Pertama kali tiba di lokasi GAK, kami disajikan sambutan bernuansa kultur dan tradisi berupa hamparan perahu-perahu nelayan. Kemeriahan sambutan yang ditunjukkan perahu-perahu tersebut seakan menjadi pelipur lara sekaligus melepas kelelahan yang mendera selama perjalanan. Perahu sederhana yang ditumpangi sekitar sepuluh orang tersebut begitu terlihat khas. Kemudian, ditambah dengan lambaian tangan dari penumpang perahu tersebut yang seraya bernyanyi, mengucapkan selamat datang kepada kami.
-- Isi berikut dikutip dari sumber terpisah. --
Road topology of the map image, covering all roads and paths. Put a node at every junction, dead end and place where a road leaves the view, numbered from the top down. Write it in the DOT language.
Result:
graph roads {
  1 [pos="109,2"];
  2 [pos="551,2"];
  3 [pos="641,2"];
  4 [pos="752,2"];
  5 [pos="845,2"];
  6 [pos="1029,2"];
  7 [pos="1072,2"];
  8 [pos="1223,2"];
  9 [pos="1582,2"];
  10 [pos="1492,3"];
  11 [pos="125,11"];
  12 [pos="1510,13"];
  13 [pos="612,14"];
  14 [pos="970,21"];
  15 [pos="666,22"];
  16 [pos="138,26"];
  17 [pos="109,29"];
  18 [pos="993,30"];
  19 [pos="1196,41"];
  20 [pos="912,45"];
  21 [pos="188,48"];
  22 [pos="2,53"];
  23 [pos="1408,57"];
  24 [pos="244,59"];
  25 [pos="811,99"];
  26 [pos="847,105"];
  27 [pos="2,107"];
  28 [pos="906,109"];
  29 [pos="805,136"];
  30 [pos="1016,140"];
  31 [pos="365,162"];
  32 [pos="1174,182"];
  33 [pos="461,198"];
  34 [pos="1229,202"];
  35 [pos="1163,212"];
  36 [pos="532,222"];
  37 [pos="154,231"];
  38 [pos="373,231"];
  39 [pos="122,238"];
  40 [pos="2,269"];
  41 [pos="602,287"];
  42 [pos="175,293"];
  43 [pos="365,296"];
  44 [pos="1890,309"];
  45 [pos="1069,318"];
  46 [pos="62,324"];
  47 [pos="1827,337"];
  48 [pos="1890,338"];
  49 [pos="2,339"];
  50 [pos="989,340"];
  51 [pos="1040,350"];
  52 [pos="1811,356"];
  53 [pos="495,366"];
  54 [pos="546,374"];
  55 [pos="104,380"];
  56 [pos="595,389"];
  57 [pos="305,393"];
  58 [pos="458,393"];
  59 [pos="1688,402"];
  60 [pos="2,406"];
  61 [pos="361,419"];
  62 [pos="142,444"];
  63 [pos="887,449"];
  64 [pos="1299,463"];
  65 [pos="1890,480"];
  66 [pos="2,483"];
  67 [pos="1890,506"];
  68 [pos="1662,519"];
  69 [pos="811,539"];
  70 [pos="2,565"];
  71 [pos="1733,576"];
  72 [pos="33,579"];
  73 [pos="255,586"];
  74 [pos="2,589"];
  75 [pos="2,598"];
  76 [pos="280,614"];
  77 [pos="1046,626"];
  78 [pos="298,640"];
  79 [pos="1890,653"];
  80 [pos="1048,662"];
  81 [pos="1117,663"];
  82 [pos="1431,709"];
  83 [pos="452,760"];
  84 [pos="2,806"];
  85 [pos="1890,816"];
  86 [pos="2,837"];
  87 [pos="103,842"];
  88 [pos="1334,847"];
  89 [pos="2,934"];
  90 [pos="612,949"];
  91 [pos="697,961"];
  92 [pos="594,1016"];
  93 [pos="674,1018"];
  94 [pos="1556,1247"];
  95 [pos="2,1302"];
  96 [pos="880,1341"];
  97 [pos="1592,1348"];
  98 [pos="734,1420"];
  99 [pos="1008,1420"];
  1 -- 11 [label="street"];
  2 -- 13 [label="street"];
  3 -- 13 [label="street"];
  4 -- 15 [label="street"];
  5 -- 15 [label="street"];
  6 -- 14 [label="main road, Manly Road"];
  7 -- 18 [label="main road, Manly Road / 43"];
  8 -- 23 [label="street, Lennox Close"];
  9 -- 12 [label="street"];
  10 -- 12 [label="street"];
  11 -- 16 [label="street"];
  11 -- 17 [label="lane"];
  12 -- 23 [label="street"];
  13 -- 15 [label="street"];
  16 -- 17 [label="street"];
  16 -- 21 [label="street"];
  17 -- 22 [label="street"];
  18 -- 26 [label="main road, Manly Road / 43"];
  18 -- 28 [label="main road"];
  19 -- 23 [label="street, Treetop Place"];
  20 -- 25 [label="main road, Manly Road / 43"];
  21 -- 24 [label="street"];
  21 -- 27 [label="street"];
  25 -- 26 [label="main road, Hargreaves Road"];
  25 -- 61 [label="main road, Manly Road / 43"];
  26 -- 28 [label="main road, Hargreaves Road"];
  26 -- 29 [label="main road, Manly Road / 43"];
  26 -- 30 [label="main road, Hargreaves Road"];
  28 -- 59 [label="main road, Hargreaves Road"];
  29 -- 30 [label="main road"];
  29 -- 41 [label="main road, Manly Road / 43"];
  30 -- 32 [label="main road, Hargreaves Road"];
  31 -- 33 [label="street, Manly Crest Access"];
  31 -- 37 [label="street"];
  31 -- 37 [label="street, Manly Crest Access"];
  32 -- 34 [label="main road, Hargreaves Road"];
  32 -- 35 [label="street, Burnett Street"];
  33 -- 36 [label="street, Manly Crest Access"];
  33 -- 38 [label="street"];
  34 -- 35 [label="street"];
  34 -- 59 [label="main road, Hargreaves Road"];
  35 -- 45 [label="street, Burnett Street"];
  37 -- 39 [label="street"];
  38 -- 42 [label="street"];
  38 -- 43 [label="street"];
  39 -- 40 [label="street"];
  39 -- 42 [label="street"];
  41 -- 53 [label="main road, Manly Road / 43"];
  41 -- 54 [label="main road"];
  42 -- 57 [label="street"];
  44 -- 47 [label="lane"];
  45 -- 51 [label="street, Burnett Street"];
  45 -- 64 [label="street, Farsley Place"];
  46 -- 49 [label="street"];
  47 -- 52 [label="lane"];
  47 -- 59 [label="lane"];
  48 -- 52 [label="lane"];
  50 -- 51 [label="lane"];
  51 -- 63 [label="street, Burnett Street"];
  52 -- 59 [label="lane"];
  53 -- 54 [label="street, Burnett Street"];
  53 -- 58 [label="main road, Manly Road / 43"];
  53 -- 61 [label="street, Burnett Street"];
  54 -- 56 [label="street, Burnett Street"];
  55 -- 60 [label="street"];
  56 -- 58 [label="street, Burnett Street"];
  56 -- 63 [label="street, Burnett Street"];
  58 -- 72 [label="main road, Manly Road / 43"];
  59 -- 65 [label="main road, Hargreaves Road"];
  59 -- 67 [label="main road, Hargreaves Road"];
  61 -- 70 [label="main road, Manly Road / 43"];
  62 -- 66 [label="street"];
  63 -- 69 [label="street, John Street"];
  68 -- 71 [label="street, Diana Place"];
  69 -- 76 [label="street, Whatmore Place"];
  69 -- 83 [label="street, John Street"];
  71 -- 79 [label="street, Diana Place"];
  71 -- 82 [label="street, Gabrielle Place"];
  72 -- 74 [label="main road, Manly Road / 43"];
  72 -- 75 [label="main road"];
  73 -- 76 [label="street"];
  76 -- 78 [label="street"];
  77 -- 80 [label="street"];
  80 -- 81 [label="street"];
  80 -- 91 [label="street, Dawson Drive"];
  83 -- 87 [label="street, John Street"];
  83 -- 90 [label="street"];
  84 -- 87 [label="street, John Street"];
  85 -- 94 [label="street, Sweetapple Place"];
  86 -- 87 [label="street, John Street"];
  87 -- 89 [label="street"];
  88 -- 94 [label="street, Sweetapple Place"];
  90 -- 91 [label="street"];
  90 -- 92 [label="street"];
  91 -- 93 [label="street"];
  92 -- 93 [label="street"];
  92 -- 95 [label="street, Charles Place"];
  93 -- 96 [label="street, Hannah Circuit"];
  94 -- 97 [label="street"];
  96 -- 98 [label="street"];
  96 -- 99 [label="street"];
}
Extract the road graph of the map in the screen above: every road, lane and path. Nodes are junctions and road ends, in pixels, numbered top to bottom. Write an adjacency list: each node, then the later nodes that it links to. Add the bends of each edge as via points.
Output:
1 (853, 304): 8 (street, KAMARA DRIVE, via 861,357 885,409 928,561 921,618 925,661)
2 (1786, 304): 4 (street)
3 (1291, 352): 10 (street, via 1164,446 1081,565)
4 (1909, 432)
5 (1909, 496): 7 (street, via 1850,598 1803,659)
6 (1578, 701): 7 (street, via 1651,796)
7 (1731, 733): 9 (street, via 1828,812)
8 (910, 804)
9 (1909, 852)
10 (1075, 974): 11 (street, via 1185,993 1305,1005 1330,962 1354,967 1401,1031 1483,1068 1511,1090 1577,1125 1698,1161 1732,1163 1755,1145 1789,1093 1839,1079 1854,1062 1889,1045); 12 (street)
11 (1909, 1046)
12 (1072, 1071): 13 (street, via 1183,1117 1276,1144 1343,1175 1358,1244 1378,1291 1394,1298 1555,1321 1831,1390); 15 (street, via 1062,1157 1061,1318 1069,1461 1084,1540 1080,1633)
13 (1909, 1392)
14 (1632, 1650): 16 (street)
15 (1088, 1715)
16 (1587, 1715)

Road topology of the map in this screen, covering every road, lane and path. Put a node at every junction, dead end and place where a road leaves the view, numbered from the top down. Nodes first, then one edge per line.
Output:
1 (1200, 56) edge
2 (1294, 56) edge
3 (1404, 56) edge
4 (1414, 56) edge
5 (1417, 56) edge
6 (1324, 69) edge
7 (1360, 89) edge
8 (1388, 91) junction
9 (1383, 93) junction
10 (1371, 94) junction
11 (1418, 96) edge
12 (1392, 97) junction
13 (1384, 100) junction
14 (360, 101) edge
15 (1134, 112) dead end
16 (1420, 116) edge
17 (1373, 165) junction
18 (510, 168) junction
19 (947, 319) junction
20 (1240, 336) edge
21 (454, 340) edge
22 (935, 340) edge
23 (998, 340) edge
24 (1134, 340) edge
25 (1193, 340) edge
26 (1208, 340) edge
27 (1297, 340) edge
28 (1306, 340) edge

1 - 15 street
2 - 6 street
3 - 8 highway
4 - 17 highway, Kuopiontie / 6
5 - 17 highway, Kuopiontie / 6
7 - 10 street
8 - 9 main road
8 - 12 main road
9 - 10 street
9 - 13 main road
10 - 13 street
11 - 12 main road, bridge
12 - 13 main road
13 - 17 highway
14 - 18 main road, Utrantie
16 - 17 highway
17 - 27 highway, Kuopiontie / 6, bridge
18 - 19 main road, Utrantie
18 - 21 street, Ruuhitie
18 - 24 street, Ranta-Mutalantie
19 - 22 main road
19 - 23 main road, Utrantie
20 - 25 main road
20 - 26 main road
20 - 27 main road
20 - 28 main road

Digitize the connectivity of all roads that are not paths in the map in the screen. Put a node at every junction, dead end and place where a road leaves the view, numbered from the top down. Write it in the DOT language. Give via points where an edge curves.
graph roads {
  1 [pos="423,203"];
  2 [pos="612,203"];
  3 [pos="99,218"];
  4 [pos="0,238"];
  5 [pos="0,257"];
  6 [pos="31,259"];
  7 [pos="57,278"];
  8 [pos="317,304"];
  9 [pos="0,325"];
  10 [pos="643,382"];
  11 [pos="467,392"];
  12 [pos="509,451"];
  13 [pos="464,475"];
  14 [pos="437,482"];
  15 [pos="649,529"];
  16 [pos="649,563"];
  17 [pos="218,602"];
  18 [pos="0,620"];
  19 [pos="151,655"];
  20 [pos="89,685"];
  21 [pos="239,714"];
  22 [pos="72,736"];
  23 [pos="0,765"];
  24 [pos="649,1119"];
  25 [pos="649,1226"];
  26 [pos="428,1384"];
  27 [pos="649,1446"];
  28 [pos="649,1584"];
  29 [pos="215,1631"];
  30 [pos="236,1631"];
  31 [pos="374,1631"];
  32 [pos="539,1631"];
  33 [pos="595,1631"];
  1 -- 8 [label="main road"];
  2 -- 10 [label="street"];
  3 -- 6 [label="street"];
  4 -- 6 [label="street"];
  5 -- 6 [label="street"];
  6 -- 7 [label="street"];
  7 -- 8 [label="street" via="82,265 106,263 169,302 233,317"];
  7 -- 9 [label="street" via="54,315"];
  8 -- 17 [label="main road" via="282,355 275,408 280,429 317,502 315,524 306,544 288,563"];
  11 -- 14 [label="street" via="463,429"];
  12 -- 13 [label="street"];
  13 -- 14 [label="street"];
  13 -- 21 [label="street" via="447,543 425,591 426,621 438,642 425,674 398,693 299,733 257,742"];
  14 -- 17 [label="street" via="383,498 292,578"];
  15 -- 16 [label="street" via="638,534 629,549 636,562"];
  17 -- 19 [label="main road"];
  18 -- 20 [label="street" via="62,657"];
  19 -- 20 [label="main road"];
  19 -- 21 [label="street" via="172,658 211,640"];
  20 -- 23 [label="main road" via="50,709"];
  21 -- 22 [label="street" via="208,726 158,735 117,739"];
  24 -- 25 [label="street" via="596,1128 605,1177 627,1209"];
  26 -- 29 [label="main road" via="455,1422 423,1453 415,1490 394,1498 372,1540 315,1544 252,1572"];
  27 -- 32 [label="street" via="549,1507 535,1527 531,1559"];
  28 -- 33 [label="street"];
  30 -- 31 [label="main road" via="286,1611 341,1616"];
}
Situasi saat itu benar-benar membuat kami sebagai "tamu asing" yang disambut dengan kemeriahan ala kepulauan krakatau.

Tidak hanya sambutan perahu-perahu nelayan, kami juga disajikan pemandangan yang cukup meningkatkan adrenalin, yakni pertunjukan paralayang yang terus-menerus berputar dan menunjukkan kebolehannya di atas udara. Para penerjun yang menggunakan parasut bermesin itu seolah tidak mempunyai rasa takut akan kemungkinan letusan gunung yang dikenal paling aktif di dunia itu.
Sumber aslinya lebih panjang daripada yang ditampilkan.